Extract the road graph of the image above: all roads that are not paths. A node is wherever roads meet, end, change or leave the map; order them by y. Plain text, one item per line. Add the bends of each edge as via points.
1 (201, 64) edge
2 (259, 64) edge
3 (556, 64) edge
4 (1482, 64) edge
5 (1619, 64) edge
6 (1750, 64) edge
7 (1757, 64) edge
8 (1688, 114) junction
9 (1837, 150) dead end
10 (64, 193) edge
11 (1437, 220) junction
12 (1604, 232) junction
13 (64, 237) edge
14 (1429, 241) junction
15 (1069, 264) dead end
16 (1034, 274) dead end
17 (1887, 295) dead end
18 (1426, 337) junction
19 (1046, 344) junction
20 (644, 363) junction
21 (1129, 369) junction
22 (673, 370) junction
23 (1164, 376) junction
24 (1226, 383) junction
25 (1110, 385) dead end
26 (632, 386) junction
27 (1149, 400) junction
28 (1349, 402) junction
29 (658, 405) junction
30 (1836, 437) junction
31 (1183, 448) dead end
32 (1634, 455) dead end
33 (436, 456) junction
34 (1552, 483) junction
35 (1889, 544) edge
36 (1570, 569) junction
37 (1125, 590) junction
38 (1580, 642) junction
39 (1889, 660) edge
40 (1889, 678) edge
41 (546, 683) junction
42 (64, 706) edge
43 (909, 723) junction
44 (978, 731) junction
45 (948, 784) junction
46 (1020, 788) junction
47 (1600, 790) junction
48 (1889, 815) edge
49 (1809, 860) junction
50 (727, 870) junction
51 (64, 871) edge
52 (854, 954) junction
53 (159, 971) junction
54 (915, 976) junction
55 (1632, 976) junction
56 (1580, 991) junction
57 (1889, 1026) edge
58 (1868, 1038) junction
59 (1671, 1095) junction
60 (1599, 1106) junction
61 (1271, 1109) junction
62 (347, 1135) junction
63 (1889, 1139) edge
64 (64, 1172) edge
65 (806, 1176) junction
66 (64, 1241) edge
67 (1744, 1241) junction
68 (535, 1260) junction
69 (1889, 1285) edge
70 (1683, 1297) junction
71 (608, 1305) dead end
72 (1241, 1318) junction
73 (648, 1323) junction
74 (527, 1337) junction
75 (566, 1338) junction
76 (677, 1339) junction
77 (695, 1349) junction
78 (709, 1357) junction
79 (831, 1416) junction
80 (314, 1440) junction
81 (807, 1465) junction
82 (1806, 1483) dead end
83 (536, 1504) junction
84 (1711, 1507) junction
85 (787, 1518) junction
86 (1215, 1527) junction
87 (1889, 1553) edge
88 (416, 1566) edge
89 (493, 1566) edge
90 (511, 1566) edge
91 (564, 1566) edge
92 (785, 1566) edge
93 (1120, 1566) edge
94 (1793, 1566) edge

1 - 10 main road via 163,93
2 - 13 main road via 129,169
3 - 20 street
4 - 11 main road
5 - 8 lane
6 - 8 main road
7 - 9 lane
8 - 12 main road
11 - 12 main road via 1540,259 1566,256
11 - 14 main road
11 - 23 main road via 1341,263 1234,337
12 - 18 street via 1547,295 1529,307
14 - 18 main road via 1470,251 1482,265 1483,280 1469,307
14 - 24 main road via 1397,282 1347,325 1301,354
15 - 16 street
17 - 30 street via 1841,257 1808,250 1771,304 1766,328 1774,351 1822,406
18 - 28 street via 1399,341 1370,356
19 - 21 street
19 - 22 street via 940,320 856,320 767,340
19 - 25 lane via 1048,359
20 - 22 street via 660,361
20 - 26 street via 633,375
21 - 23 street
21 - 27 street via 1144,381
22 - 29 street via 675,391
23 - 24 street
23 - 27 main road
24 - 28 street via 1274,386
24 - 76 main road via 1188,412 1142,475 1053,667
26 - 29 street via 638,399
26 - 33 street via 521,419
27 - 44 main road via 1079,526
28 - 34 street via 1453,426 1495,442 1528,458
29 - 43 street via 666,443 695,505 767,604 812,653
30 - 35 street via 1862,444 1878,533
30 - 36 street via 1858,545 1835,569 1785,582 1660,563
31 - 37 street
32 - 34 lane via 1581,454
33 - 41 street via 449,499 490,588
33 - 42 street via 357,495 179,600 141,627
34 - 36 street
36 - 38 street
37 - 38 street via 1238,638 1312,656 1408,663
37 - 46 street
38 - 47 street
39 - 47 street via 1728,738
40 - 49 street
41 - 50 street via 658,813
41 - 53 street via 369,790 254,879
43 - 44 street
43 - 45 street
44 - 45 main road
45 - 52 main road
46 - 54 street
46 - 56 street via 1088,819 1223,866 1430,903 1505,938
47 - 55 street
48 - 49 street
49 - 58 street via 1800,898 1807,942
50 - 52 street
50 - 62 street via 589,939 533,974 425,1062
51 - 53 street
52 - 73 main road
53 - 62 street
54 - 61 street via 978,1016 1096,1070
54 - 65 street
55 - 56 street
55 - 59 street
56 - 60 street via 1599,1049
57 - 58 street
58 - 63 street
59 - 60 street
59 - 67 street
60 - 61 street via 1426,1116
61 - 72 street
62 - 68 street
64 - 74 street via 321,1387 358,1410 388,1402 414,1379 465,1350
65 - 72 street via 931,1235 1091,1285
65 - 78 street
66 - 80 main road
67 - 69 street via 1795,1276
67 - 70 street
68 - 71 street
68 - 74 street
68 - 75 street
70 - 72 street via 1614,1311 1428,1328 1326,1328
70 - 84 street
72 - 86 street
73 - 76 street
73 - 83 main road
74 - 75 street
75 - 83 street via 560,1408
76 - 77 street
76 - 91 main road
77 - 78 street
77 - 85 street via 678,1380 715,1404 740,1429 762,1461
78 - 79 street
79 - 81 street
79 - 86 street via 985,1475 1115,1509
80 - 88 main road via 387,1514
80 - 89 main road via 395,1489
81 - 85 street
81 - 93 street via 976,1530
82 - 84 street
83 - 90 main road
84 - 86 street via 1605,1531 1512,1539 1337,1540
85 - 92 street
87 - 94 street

▸ GOAL OF THE EXERCISE
Copy every line in the records above that contains the word "lane".

▸ EXPECTED ANSWER
5 - 8 lane
7 - 9 lane
19 - 25 lane via 1048,359
32 - 34 lane via 1581,454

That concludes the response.